**Working data**
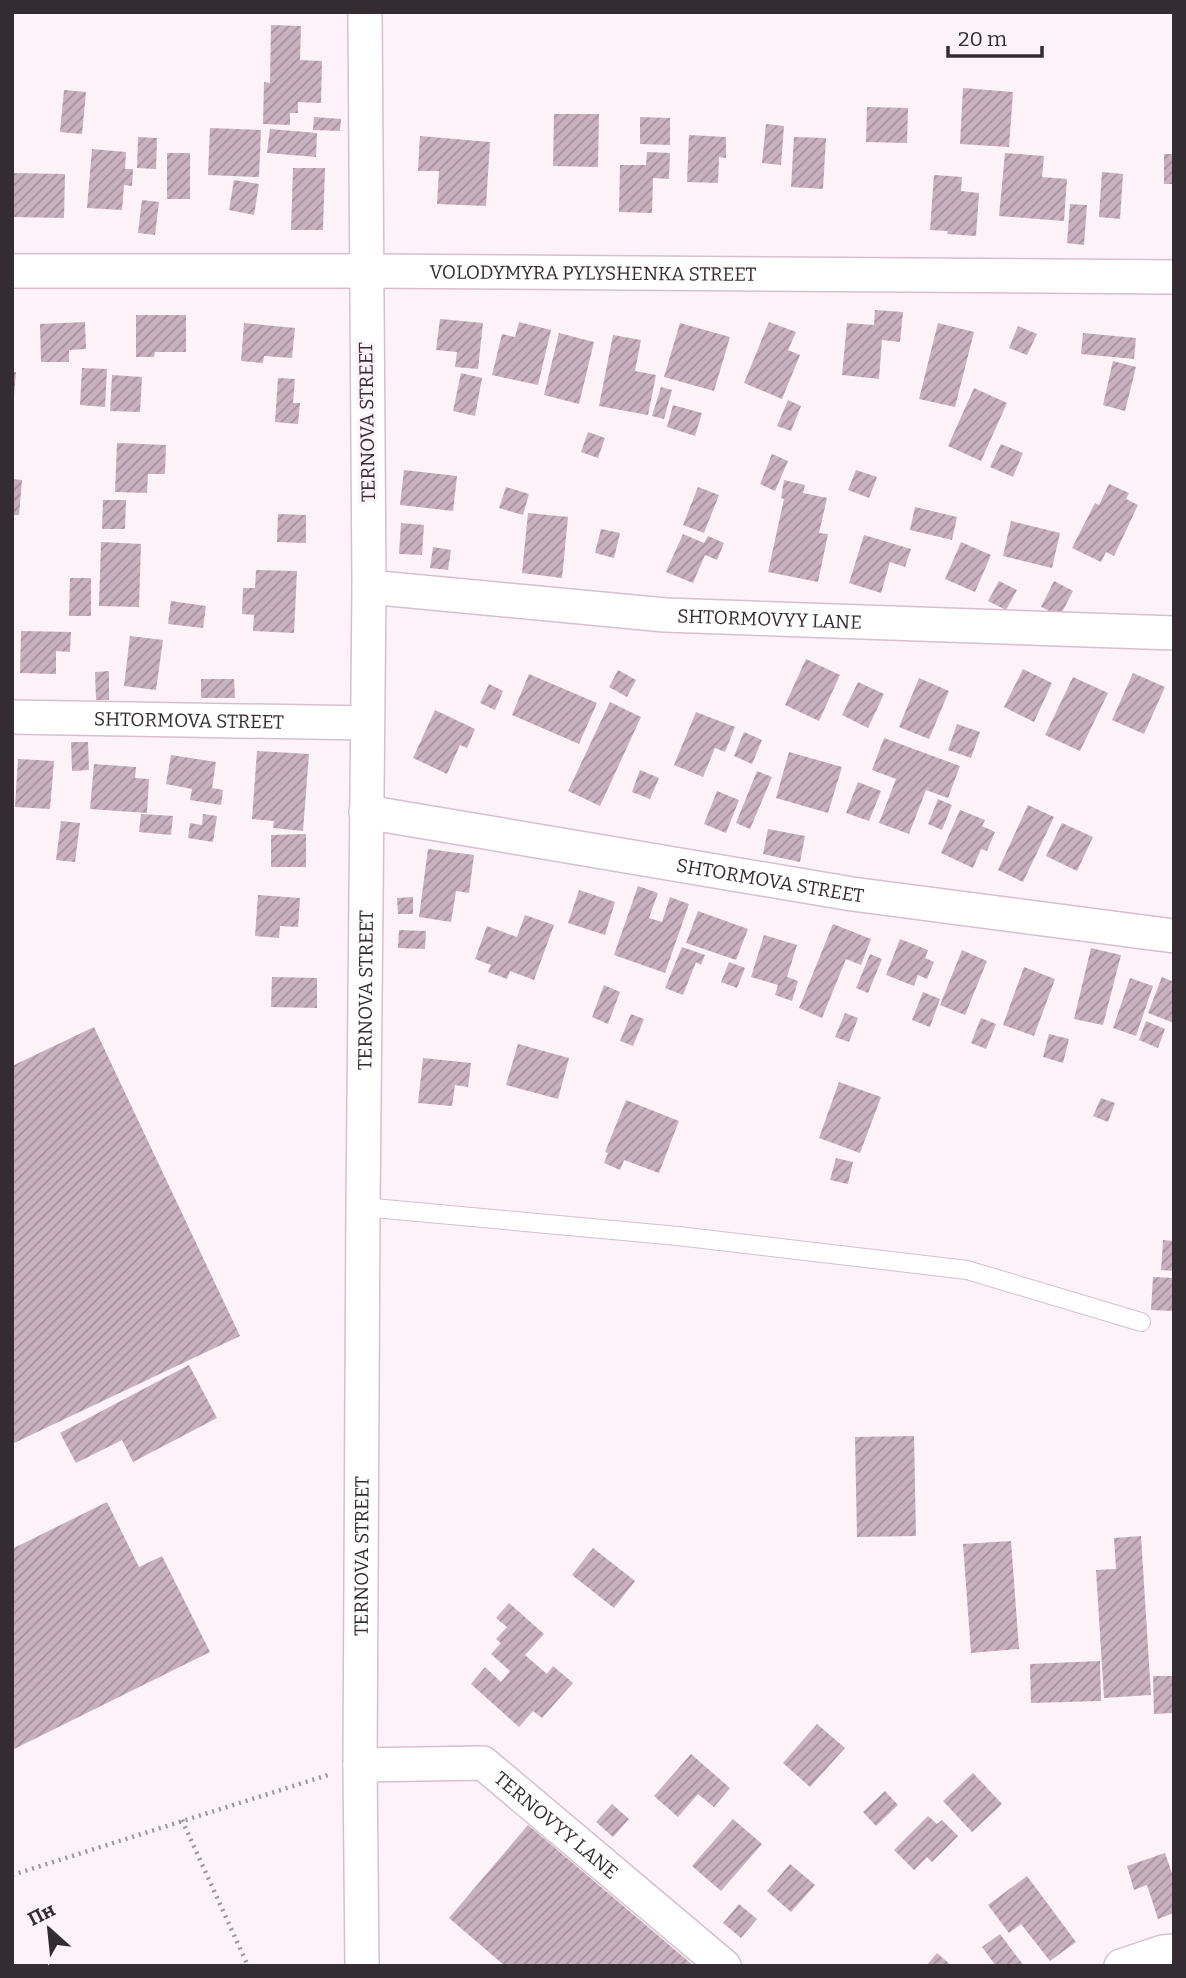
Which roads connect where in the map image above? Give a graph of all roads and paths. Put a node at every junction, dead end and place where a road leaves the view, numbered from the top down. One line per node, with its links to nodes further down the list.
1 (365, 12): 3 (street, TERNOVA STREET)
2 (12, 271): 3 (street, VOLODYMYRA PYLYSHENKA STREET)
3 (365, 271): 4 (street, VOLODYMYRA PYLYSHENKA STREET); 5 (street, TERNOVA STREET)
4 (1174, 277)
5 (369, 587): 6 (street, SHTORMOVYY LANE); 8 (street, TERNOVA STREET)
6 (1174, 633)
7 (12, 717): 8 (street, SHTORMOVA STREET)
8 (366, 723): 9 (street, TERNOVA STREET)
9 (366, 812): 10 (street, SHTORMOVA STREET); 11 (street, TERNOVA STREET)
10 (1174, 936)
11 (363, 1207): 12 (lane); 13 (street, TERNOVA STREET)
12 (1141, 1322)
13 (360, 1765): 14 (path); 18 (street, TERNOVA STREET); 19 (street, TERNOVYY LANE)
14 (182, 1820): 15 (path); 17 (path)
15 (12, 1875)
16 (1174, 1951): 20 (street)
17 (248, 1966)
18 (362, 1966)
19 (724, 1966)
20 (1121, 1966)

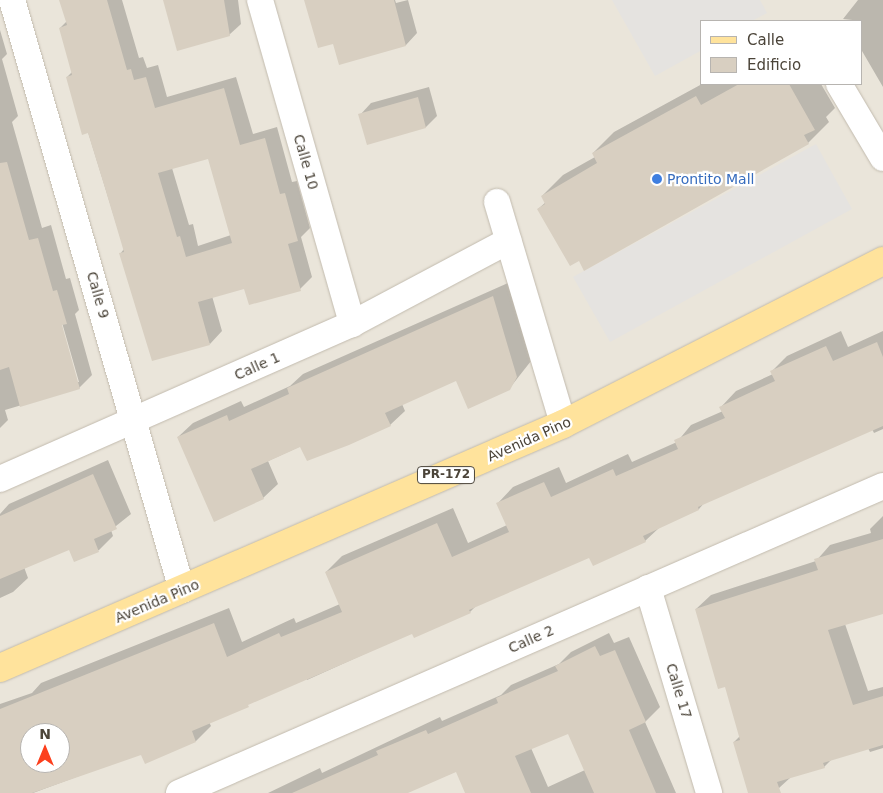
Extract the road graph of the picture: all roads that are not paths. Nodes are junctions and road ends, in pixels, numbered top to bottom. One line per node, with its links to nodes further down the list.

**Task brief**
Set down the records again verbatim, with no pictures.

**Result of this task**
Which roads connect where in the map image above? Give a graph of all roads and paths. Put a node at every junction, dead end and place where a road leaves the view, numbered from the top down. One line per node, with its links to nodes further down the list.
1 (365, 12): 3 (street, TERNOVA STREET)
2 (12, 271): 3 (street, VOLODYMYRA PYLYSHENKA STREET)
3 (365, 271): 4 (street, VOLODYMYRA PYLYSHENKA STREET); 5 (street, TERNOVA STREET)
4 (1174, 277)
5 (369, 587): 6 (street, SHTORMOVYY LANE); 8 (street, TERNOVA STREET)
6 (1174, 633)
7 (12, 717): 8 (street, SHTORMOVA STREET)
8 (366, 723): 9 (street, TERNOVA STREET)
9 (366, 812): 10 (street, SHTORMOVA STREET); 11 (street, TERNOVA STREET)
10 (1174, 936)
11 (363, 1207): 12 (lane); 13 (street, TERNOVA STREET)
12 (1141, 1322)
13 (360, 1765): 14 (path); 18 (street, TERNOVA STREET); 19 (street, TERNOVYY LANE)
14 (182, 1820): 15 (path); 17 (path)
15 (12, 1875)
16 (1174, 1951): 20 (street)
17 (248, 1966)
18 (362, 1966)
19 (724, 1966)
20 (1121, 1966)

Extract the road graph of the picture: all roads that are not paths. Nodes are junctions and road ends, in pixels, numbered top to bottom. One line per node, with its links to nodes further down the list.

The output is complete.